Eight months after haloperidol withdrawal, she presented painful CD (rotational cervical dystonia type with prevalently stable posture). Her family history was negative for movement disorders. Upon hospitalisation, MM presented features typical of idiopathic cervical dystonia: hypertrophy of the left sternocleidomastoid muscle (SCM) and the right trapezius muscle, and efficacy of sensory tricks in controlling the abnormal posture.
The abnormal position of the head was maintained by a fixed muscle contraction, without associated involuntary movements. She presented slight oral dyskinesia, mild plastic hypertonia at the lower limbs, postural instability and a slight but global hypokinesia.
Laboratory tests gave the following results: thyroid stimulating hormone (TSH) 0.005 mUI/L (normal range: 0.32-3.73), free thyroxin (FT4) 14.9 pmol/l (normal range: 10-27), serum calcium 6.87 mg/dl (normal range: 8.8-10.2), serum phosphorus 5.6 pg/ml (normal range: 2.7-47.5), parathormone 14 pg/ml (normal range: 12-55), 24-hour urine calcium 36 mg/dl (normal range: 100-300), urine phosphorus 468 mg/dl (normal range: 400-1000).
Brain MRI showed a reduced signal intensity in T2-weighted pulse sequences in the basal ganglia and in the dentate nucleus of the cerebellum, indicative of calcifications; brain CT revealed diffuse bilateral calcifications located in the basal ganglia, caudate nucleus, globus pallidus, thalamus, white matter of the corona radiata (showing a perivascular distribution), subcortical occipital area, gracile and cuneate nucleus of the medulla oblongata and dentate nucleus of the cerebellum. EMG showed a sustained simultaneous contraction of the left SCM and right trapezium muscle in all the head positions examined.

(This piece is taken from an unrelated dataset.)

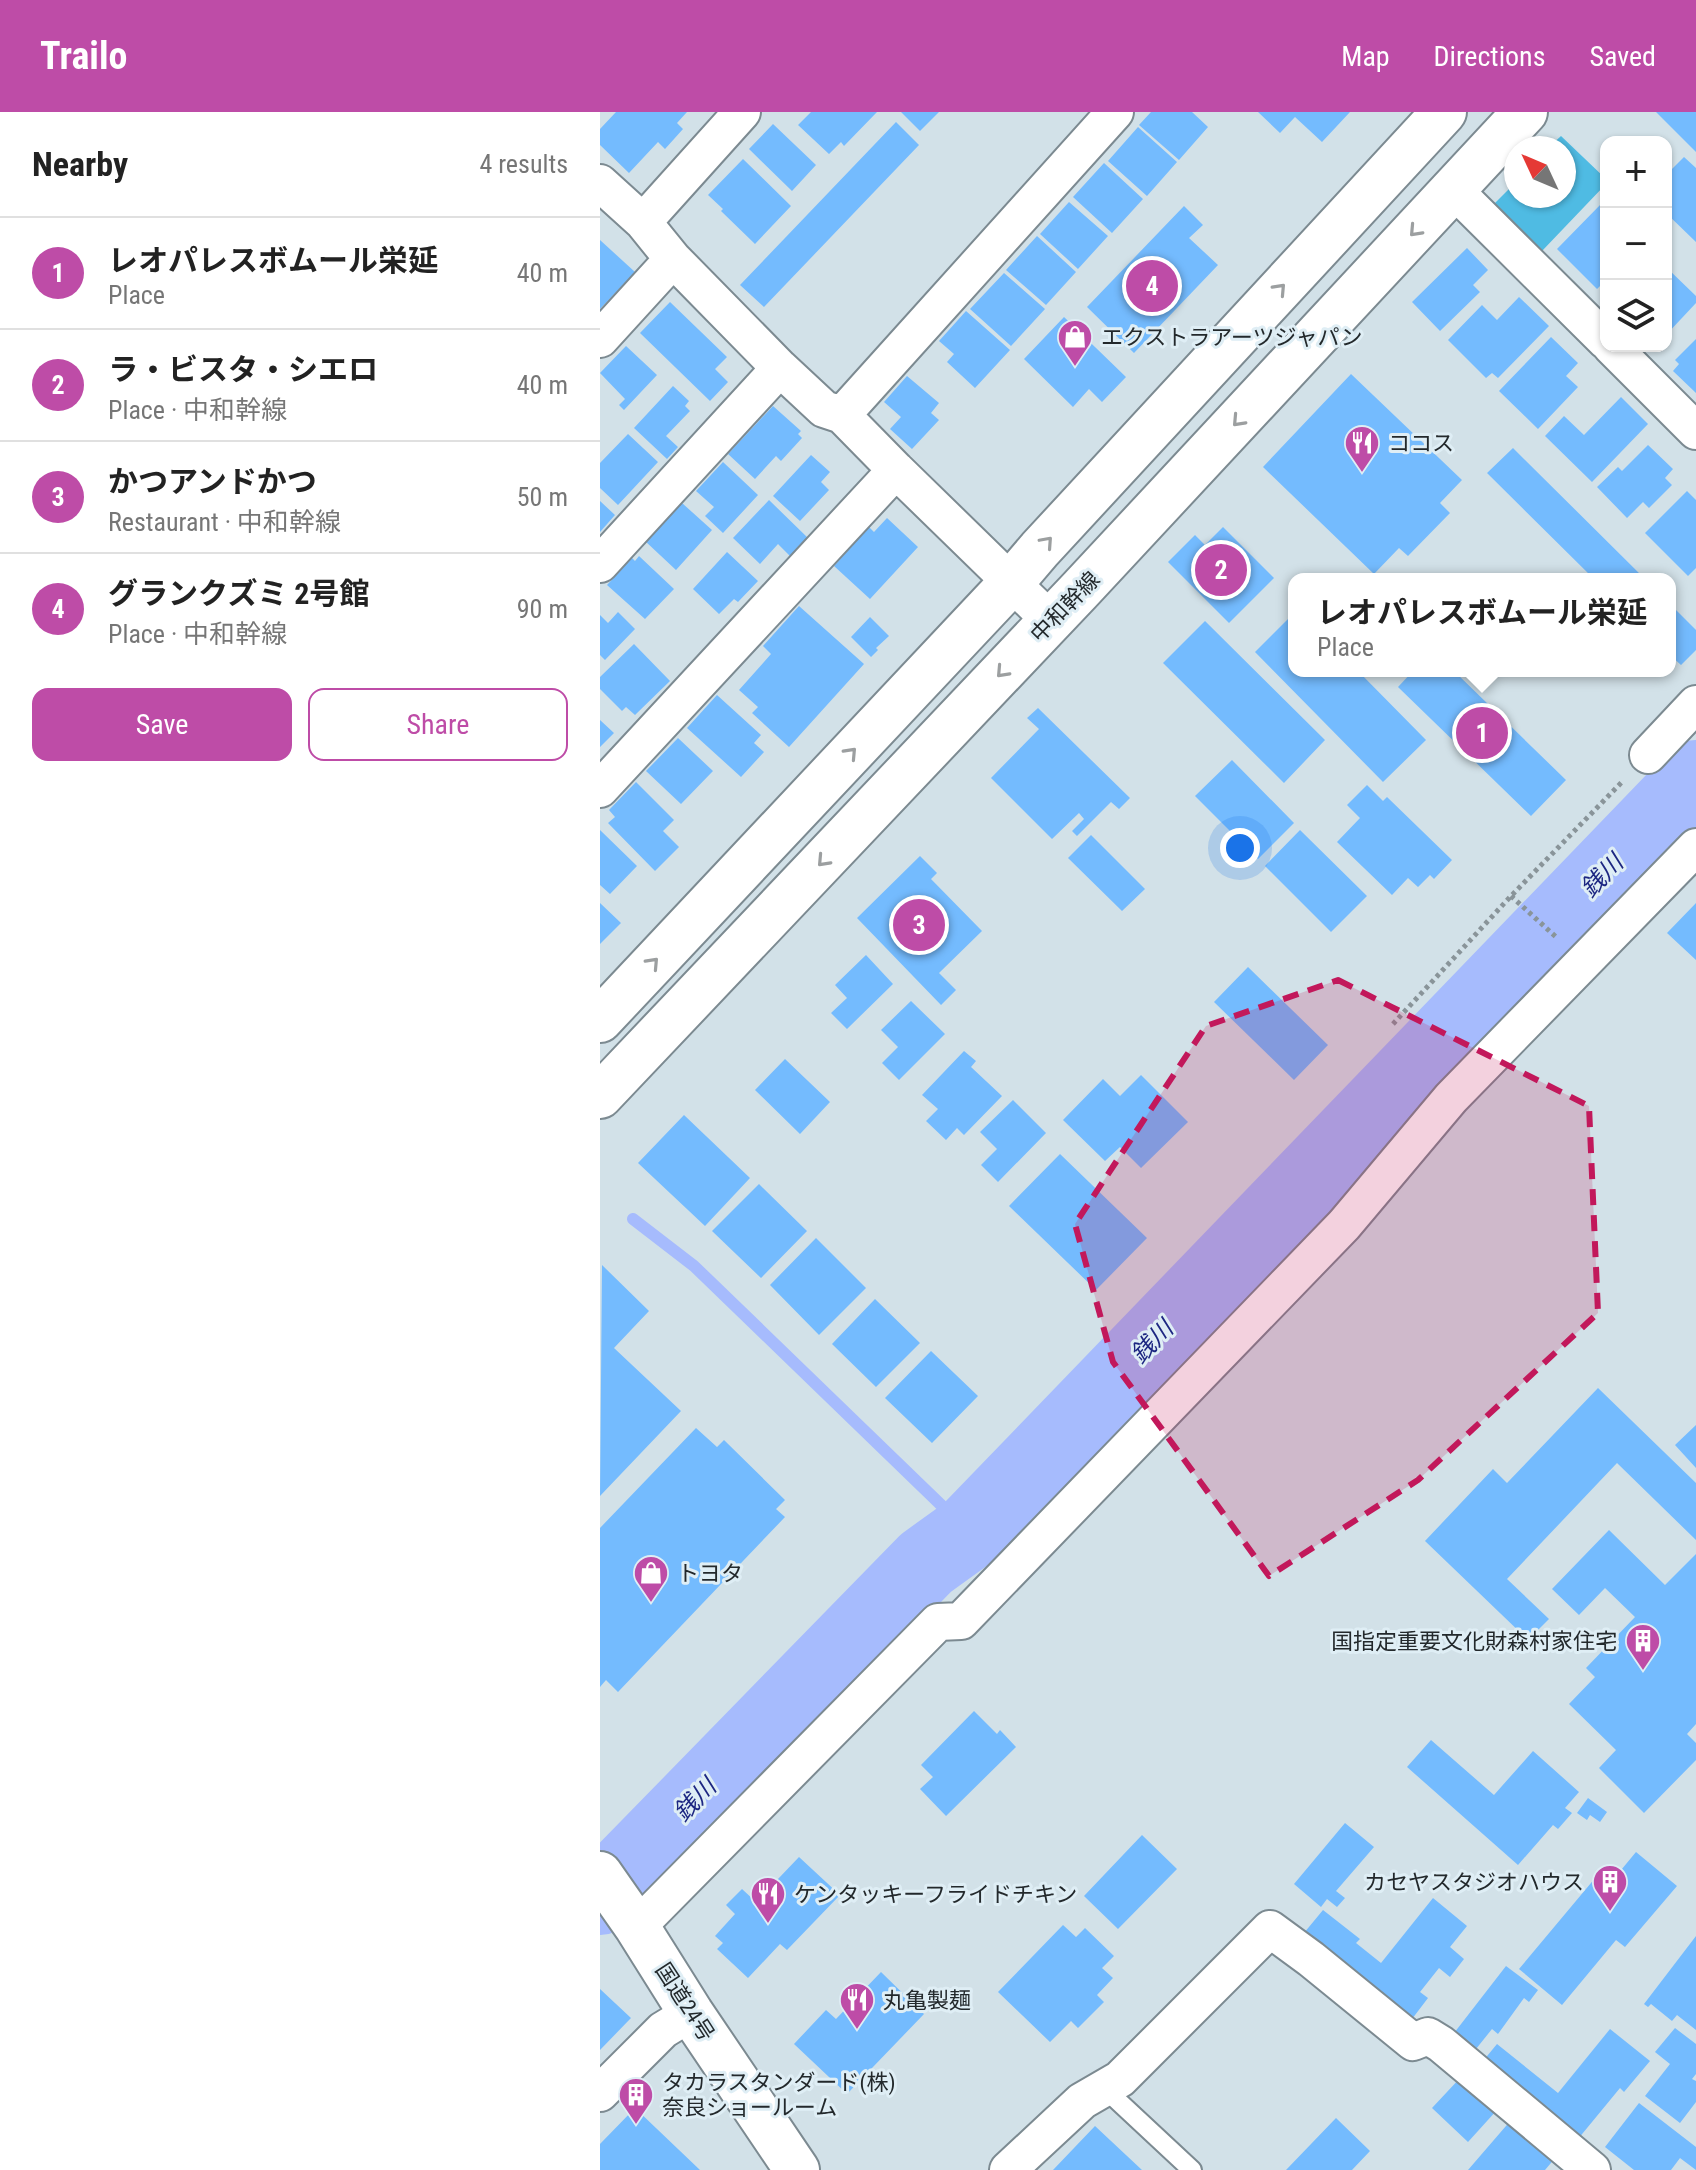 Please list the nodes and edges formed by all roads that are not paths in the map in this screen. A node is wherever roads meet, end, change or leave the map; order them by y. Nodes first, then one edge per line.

The tetany test was positive at the second trial of prolonged ischaemia with typical multiplets. The neuropsychological assessment revealed deficits of short- and long-term memory, of abstract/conceptual reasoning and of praxic functions.

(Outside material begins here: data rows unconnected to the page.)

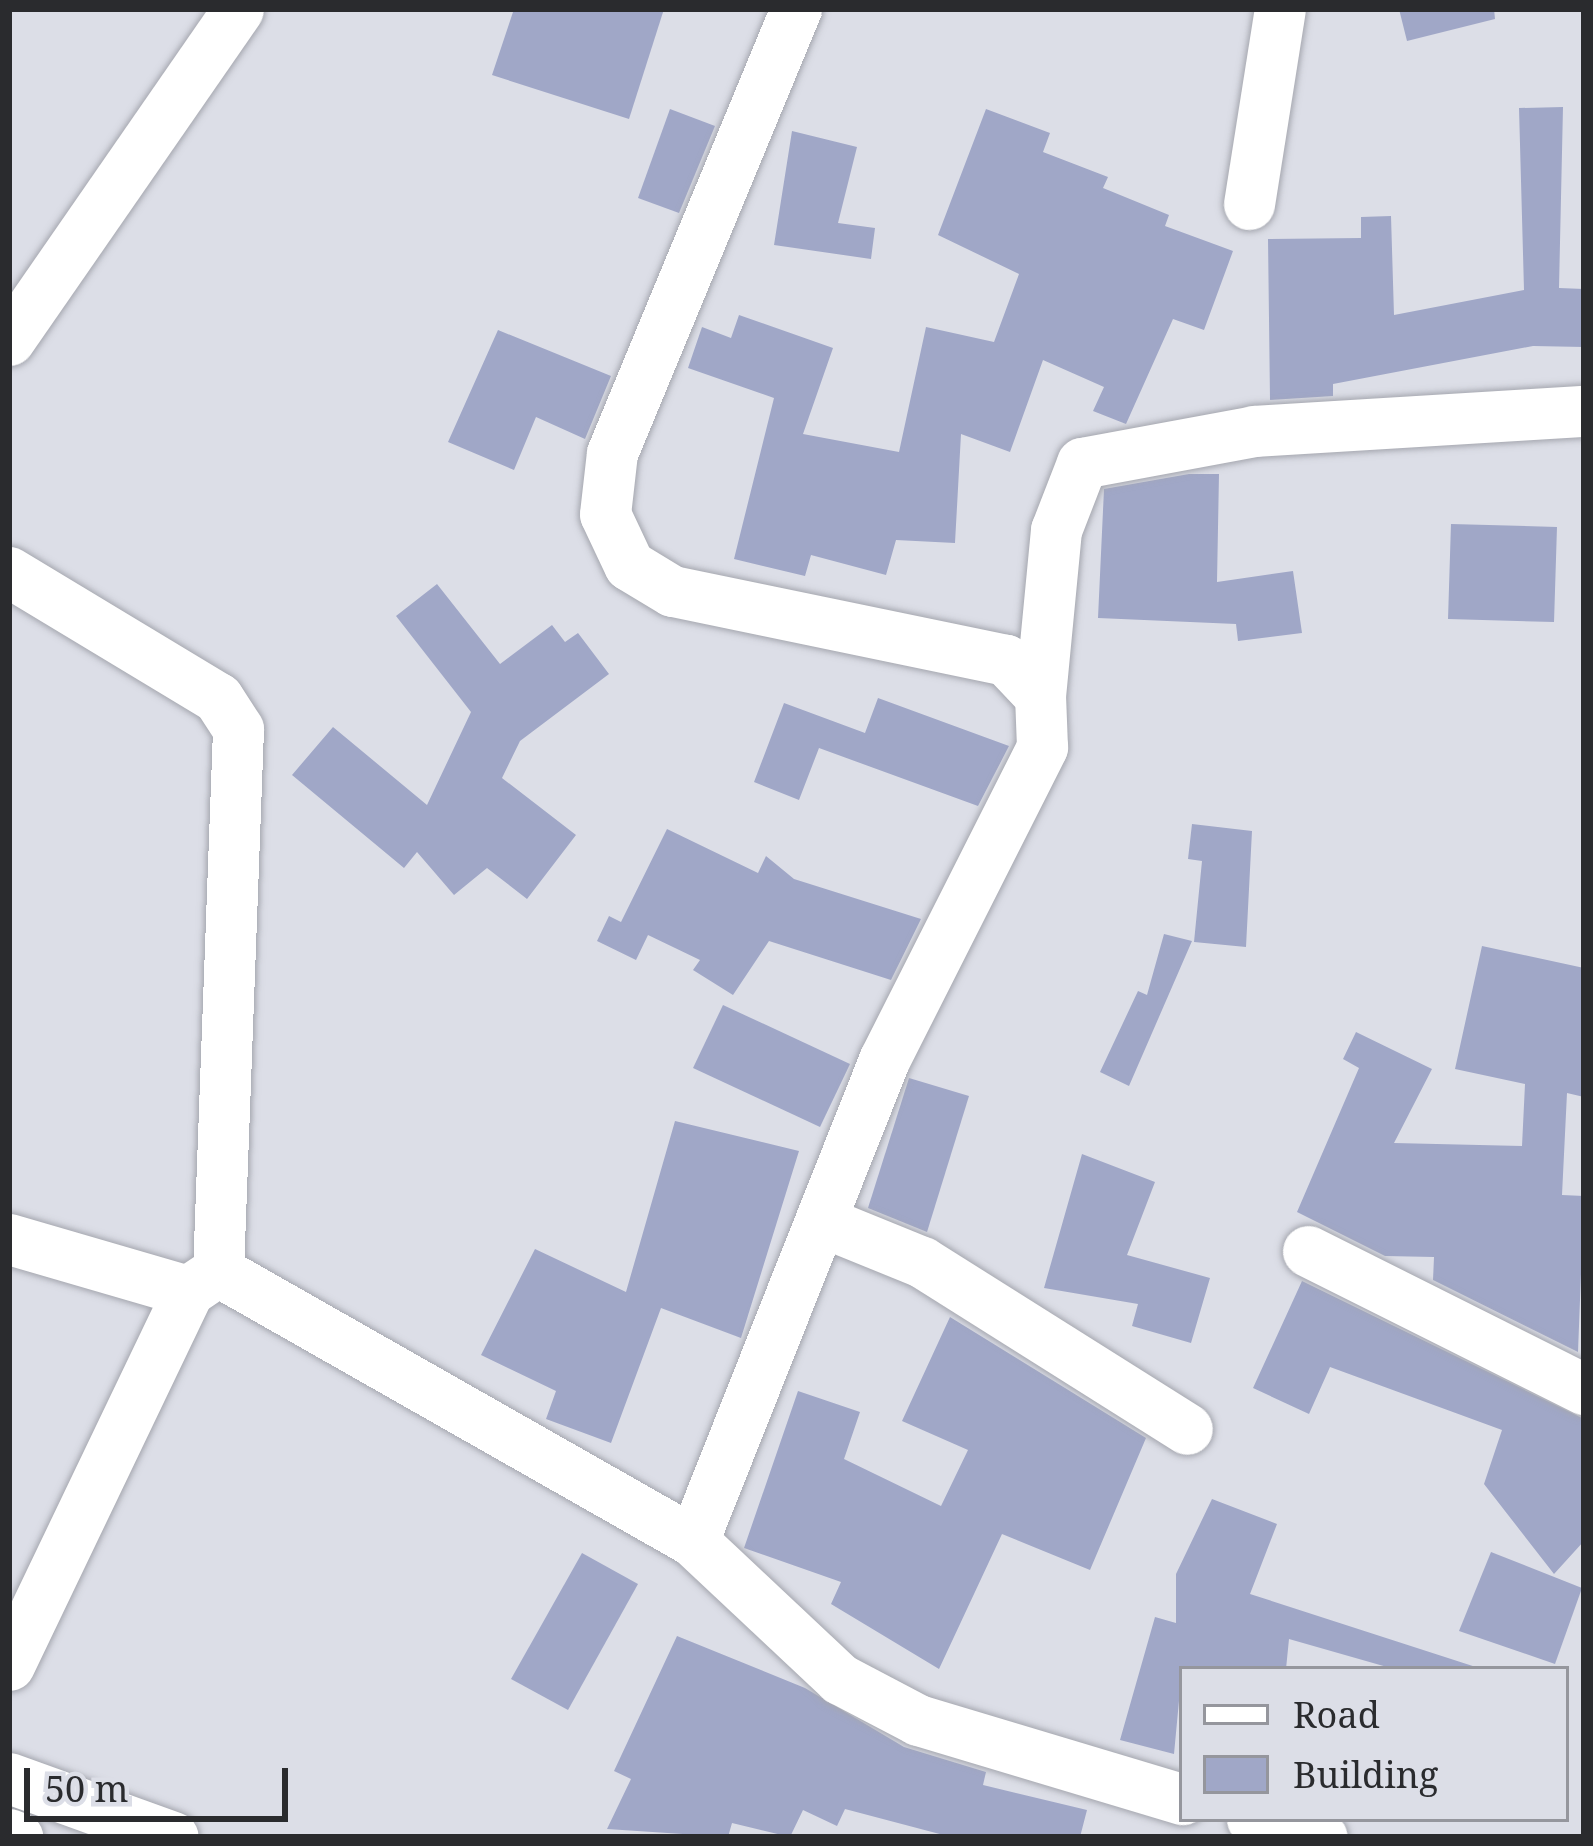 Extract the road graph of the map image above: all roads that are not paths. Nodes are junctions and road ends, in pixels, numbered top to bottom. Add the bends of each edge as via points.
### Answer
1 (238, 9) edge
2 (796, 9) edge
3 (1280, 9) edge
4 (1249, 204) dead end
5 (9, 340) edge
6 (1584, 410) edge
7 (9, 572) edge
8 (1040, 696) junction
9 (821, 1221) junction
10 (9, 1239) edge
11 (1308, 1251) dead end
12 (203, 1281) junction
13 (1584, 1389) edge
14 (1186, 1429) dead end
15 (693, 1541) junction
16 (9, 1665) edge
17 (9, 1778) edge
18 (1179, 1798) edge
19 (1264, 1822) edge
20 (173, 1837) edge
21 (1322, 1837) edge

1 - 5 street
2 - 8 street via 612,453 605,514 629,565 672,591 1006,660
3 - 4 street
6 - 8 street via 1254,430 1082,463 1056,530
7 - 12 street via 218,698 238,729
8 - 9 street via 1042,747 884,1060
9 - 14 street via 922,1262
9 - 15 street
10 - 12 street
11 - 13 street
12 - 15 street
12 - 16 street
15 - 18 street via 777,1628 879,1699
17 - 20 street
19 - 21 street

In February 2002, the patient underwent a treatment with botulinum toxin type A (BTXA) (Dysport) 100 U injected into the right trapezium and 150 U into the left SMC, without benefit. In September 2002, she was injected with botulinum toxin type B (BTXB) (Myobloc) (11): 5000 U in the right trapezium and 5000 U in the left SMC, again without benefit.

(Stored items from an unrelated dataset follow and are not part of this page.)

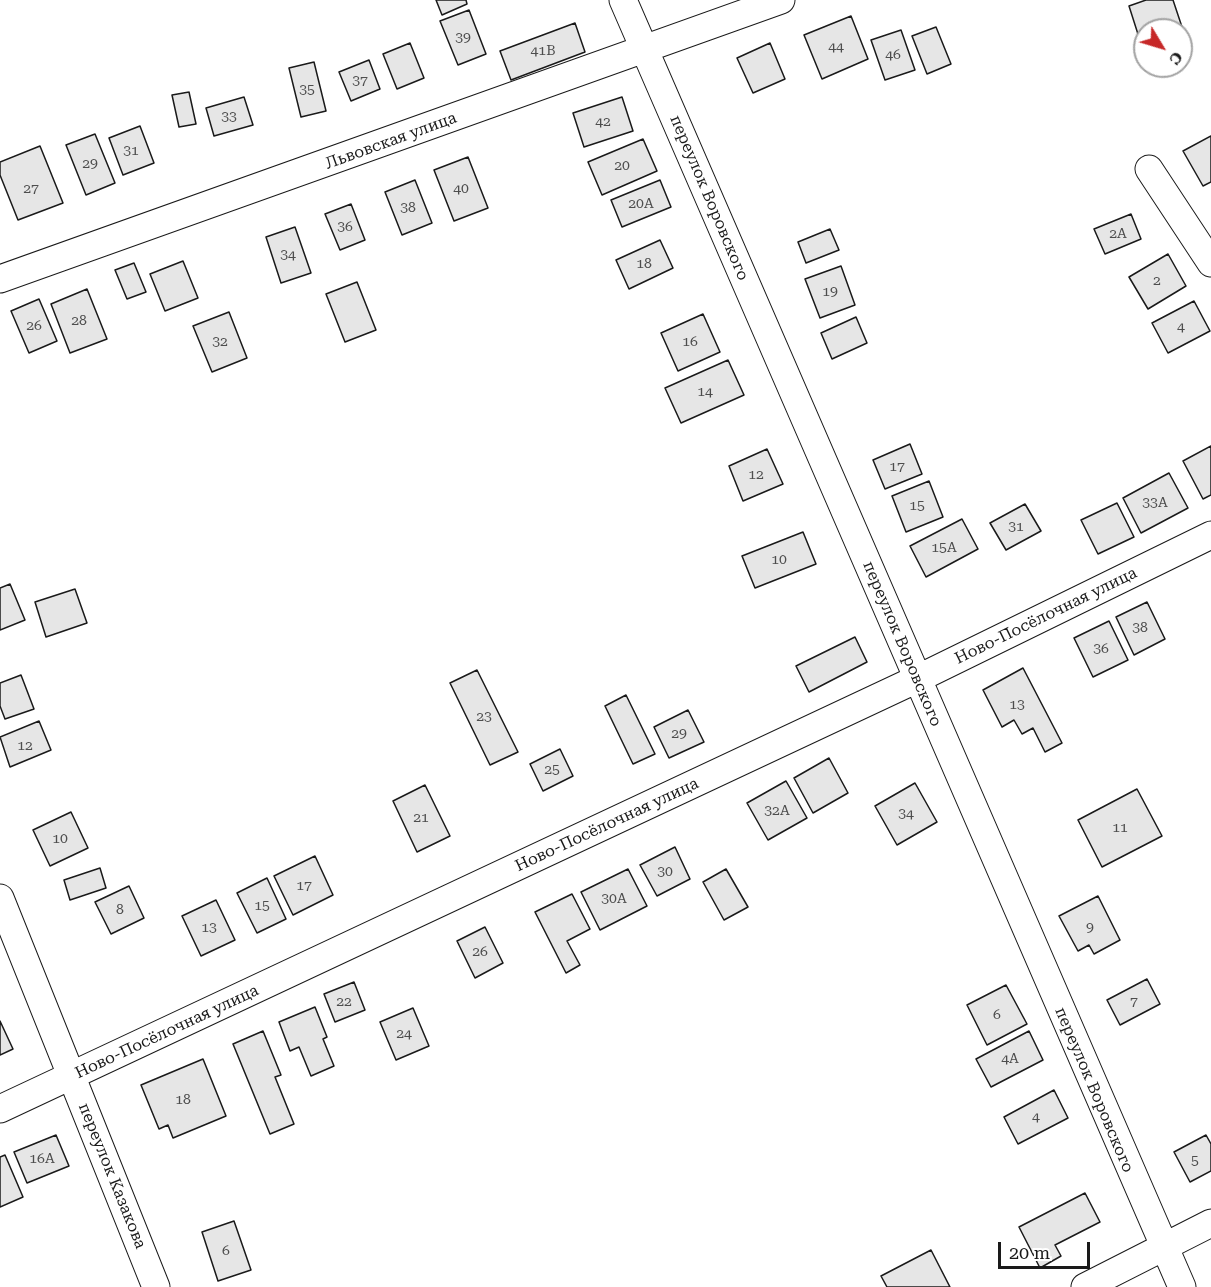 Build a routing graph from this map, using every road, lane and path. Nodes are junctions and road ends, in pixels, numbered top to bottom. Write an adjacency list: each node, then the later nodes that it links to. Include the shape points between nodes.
1 (623, 0): 3 (street, переулок Воровского)
2 (781, 0): 3 (street, Львовская улица)
3 (645, 50): 6 (street, Львовская улица); 8 (street, переулок Воровского)
4 (1149, 169): 5 (street)
5 (1211, 263)
6 (0, 279)
7 (1211, 536): 8 (street, Ново-Посёлочная улица)
8 (917, 679): 10 (street, Ново-Посёлочная улица); 13 (street, переулок Воровского)
9 (0, 898): 10 (street, переулок Казакова)
10 (72, 1077): 11 (street, Ново-Посёлочная улица); 14 (street, переулок Казакова)
11 (0, 1109)
12 (1211, 1223): 13 (street)
13 (1162, 1247): 15 (street); 16 (street, переулок Воровского)
14 (156, 1287)
15 (1085, 1287)
16 (1182, 1287)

On the basis of the clinical features, this case of CD might be interpreted as an idiopathic form or as a tardive form, secondary to the use of a neuroleptic drug (haloperidol), but brain calcifications, particularly in association with the patient’s medical history, are suggestive of a long-term complication of iatrogenic hypoparathyroidism.
Even though the idiopathic hypothesis is supported (4) by the presence of muscle hypertrophy, the rotatocollis and the efficacy of trick manoeuvres, the abnormal brain imaging, and the fixed posture argue against it.
Conversely, the iatrogenic tardive hypothesis is supported (12) by the association of oral dyskinesia with haloperidol treatment, even though CD began more than 8 months after haloperidol withdrawal, and anecdotal evidence suggests that patients affected by hypoparathyroidism show a rapid-onset oral dyskinesia after use of neuroleptic drugs (13).
This clinical case might, after a thorough review of the literature, emerge as the first report of CD secondary to iatrogenic hypoparathyroidism in a patient with extensive brain calcifications.
Anatomical and physiological interactions between the olivopontocerebellar and basal ganglia-thalamocortical circuits that have been demonstrated in rats and primates provide considerable insight into mechanisms potentially operative in cervical dystonia (14,15).
In addition, literature data suggest that the largest percentage of cases of secondary CD was associated with structural lesions of the brainstem (medulla, pons) and/or cerebellum (12,16-20). The localization of the brain calcifications in this patient suggests that they may have played a role in the development of her cervical dystonia.